Common Exercise Injuries and How to Avoid Them
Regardless of how fit you are, no one is immune to exercise injuries. From leg injuries to lower back strains, you can do all kinds of damage to your body when working out.
You’ll need to take time off if you hurt yourself, so injury prevention is key to meeting your fitness goals. If you’re trying to stay healthy but still want to go hard at the gym, there are plenty of steps you can take to protect yourself.
In this article, we’ll explore the most common exercise injuries and the best ways to avoid them.

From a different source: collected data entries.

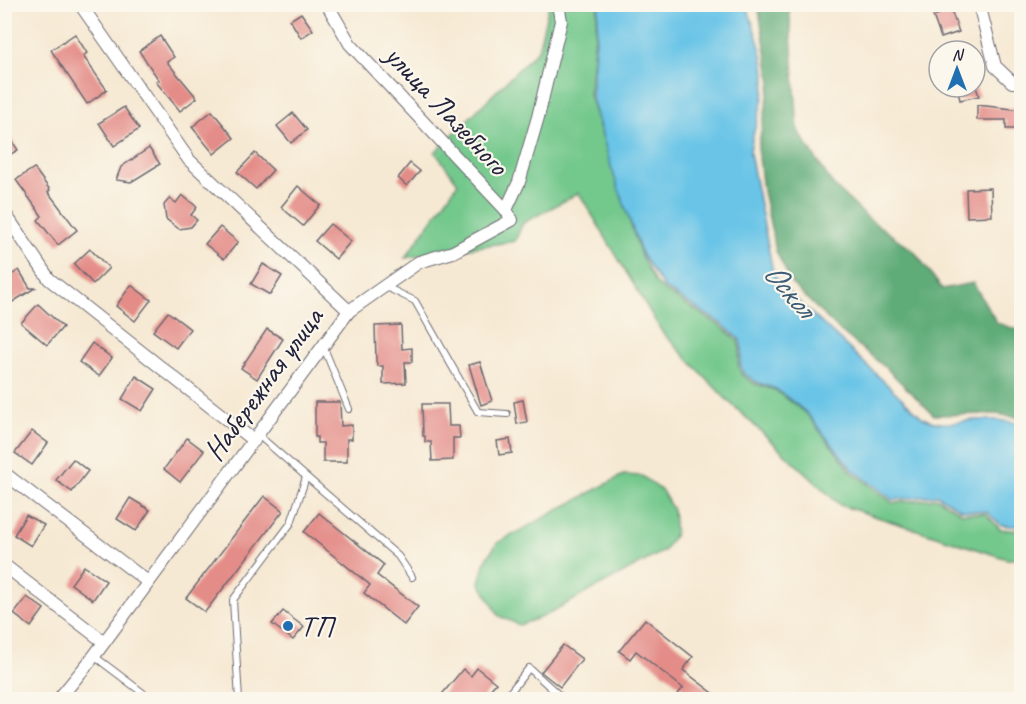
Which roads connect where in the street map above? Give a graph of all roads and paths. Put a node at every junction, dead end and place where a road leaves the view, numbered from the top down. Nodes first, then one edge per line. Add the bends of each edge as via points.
1 (80, 4) edge
2 (327, 4) edge
3 (558, 4) edge
4 (979, 4) edge
5 (1022, 82) edge
6 (4, 213) edge
7 (509, 215) junction
8 (384, 285) junction
9 (349, 311) junction
10 (324, 348) junction
11 (349, 409) dead end
12 (507, 414) dead end
13 (256, 438) junction
14 (4, 473) edge
15 (306, 477) junction
16 (4, 565) edge
17 (412, 578) dead end
18 (148, 582) junction
19 (104, 642) junction
20 (94, 656) junction
21 (560, 696) dead end
22 (58, 699) edge
23 (144, 699) edge
24 (239, 699) edge
25 (504, 699) edge

1 - 9 street, Набережная улица via 189,160
2 - 7 street, улица Лазебного via 350,44
3 - 7 street via 561,21
4 - 5 street via 995,66 1012,82
6 - 13 street via 48,279
7 - 8 street via 453,252 418,262
8 - 9 street
8 - 12 lane via 415,301 478,412
9 - 10 street, Набережная улица
10 - 11 lane
10 - 13 street, Набережная улица
13 - 15 lane
13 - 18 street, Набережная улица
14 - 18 street
15 - 17 lane via 398,556
15 - 24 lane via 291,523 233,600
16 - 19 street
18 - 19 street, Набережная улица
19 - 20 street, Набережная улица
20 - 22 street, Набережная улица
20 - 23 lane via 143,693
21 - 25 lane via 528,668

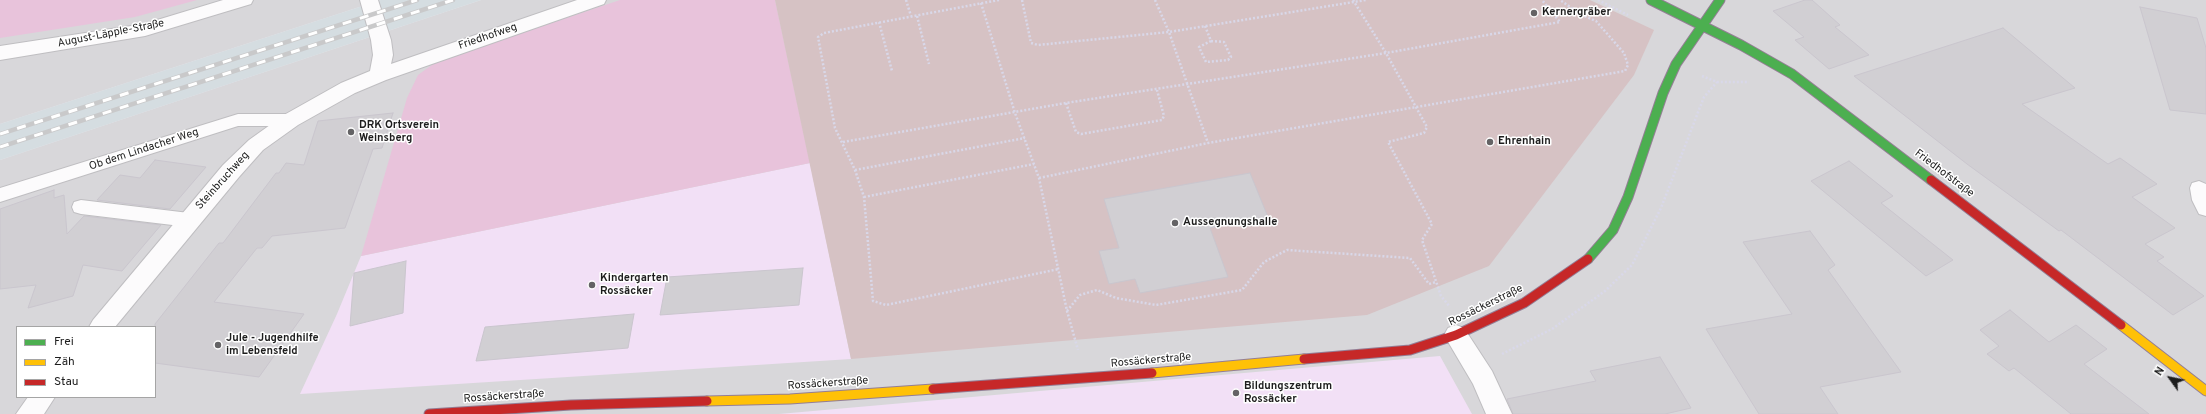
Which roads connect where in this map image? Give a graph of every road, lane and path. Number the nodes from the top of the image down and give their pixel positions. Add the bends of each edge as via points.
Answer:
1 (244, 0) edge
2 (369, 0) edge
3 (597, 0) edge
4 (906, 0) edge
5 (999, 0) edge
6 (1022, 0) edge
7 (1155, 0) edge
8 (1366, 0) edge
9 (1542, 0) edge
10 (1560, 0) edge
11 (1651, 0) edge
12 (1720, 0) edge
13 (1353, 1) edge
14 (981, 3) junction
15 (911, 16) junction
16 (917, 16) junction
17 (879, 22) junction
18 (1702, 25) junction
19 (1205, 26) junction
20 (1169, 32) junction
21 (1211, 41) junction
22 (1386, 53) junction
23 (0, 54) edge
24 (929, 64) dead end
25 (1676, 64) junction
26 (892, 71) dead end
27 (1792, 74) junction
28 (379, 75) junction
29 (1186, 85) junction
30 (1157, 90) junction
31 (1066, 103) junction
32 (1414, 108) junction
33 (1015, 113) junction
34 (291, 120) junction
35 (1025, 138) junction
36 (843, 142) junction
37 (1208, 142) junction
38 (1034, 164) junction
39 (855, 170) junction
40 (1039, 178) junction
41 (2199, 188) dead end
42 (0, 195) edge
43 (864, 197) junction
44 (81, 207) dead end
45 (2206, 209) edge
46 (189, 220) junction
47 (1059, 269) junction
48 (1436, 282) junction
49 (1067, 311) junction
50 (102, 326) edge
51 (1463, 333) junction
52 (1085, 379) junction
53 (2206, 391) edge
54 (42, 398) edge
55 (29, 414) edge
56 (429, 414) edge
57 (1499, 414) edge

1 - 23 street, August-Läpple-Straße via 145,30
2 - 28 street via 383,55
3 - 28 street, Friedhofweg
4 - 15 path
5 - 14 path
6 - 20 path via 1032,43 1038,45
7 - 20 path
8 - 13 path
9 - 22 path via 1560,22
10 - 32 path via 1596,21 1624,54 1628,65 1625,71
11 - 18 street, Friedhofstraße
12 - 18 street, Rossäckerstraße
13 - 19 path
13 - 22 path
14 - 16 path
14 - 33 path
15 - 16 path
15 - 17 path
16 - 24 path
17 - 26 path
17 - 36 path via 824,33 818,37 835,128
18 - 25 street, Rossäckerstraße
18 - 27 street, Friedhofstraße
19 - 20 path
19 - 21 path
20 - 29 path
21 - 21 path via 1199,47 1206,62 1210,64 1228,60 1230,58 1224,42
22 - 29 path
22 - 32 path
25 - 27 path via 1717,82 1772,83
25 - 51 street, Rossäckerstraße via 1613,230 1586,262 1524,303
27 - 53 street, Friedhofstraße
28 - 34 street, Steinbruchweg via 348,88
29 - 30 path
29 - 37 path
30 - 31 path
30 - 31 path via 1164,116 1162,120 1081,134 1076,132
31 - 33 path
32 - 37 path
32 - 48 path via 1427,127 1424,133 1388,142 1432,224 1422,240
33 - 35 path
33 - 36 path
34 - 42 lane, Ob dem Lindacher Weg via 238,120
34 - 46 street, Steinbruchweg via 256,145
35 - 38 path
35 - 39 path
36 - 39 path
37 - 40 path
38 - 40 path
38 - 43 path
39 - 43 path
40 - 47 path
41 - 45 lane
43 - 47 path via 874,301 886,305
44 - 46 lane
46 - 50 street, Steinbruchweg
47 - 49 path
48 - 49 path via 1429,284 1410,258 1287,250 1264,262 1242,290 1156,305 1116,298 1097,290 1080,295
48 - 51 path via 1441,296
49 - 52 path
51 - 52 street, Rossäckerstraße via 1410,350
51 - 57 street
52 - 56 street, Rossäckerstraße via 790,400 571,405
54 - 55 street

Sprained ankles are one of the most common leg injuries in the world. All it takes is a small slip-up and in no time at all your ankle will be turning black and blue. This injury occurs when the muscles and ligaments in your ankle are stretched beyond their usual range of movement, causing strains and tears.
Depending on how badly you’ve rolled your ankle, recovery time can range from a few weeks to several months. Stretching before and after you exercise will help loosen up your ankles, making them likely to roll to one side. If you’ve had issues with rolling your ankles before, always tape them before exercising.
Every runner’s worst nightmare, shin splints arise when the tendons and muscles around your tibia become inflamed. The pain is usually most severe along the inside of the tibia bone, where it connects to the muscle. This injury is caused by repetitive leg exercises, such as running.
You’ll need plenty of rest to recover from shin splints. Once the pain has subsided and you’re eager to start exercising gain, be sure to take it easy or you could reaggravate the injury. Want to know how to avoid shin splints in the first place? If you’re a runner, increase the intensity of your workouts gradually so your shins have time to adjust. Ice and supportive shoes may also help.
Lower Back Strain
Lower back strains are common among people who lift weights without using proper technique. When done properly, weightlifting is great for toning your muscles and building endurance. However, if you don’t know what you’re doing or you try and lift more than you can handle, you could do serious damage to your back.
To avoid straining your lower back, be sure to ask a fitness professional to show you proper lifting technique. And instead of chasing a new personal best every workout, try and gradually build your strength.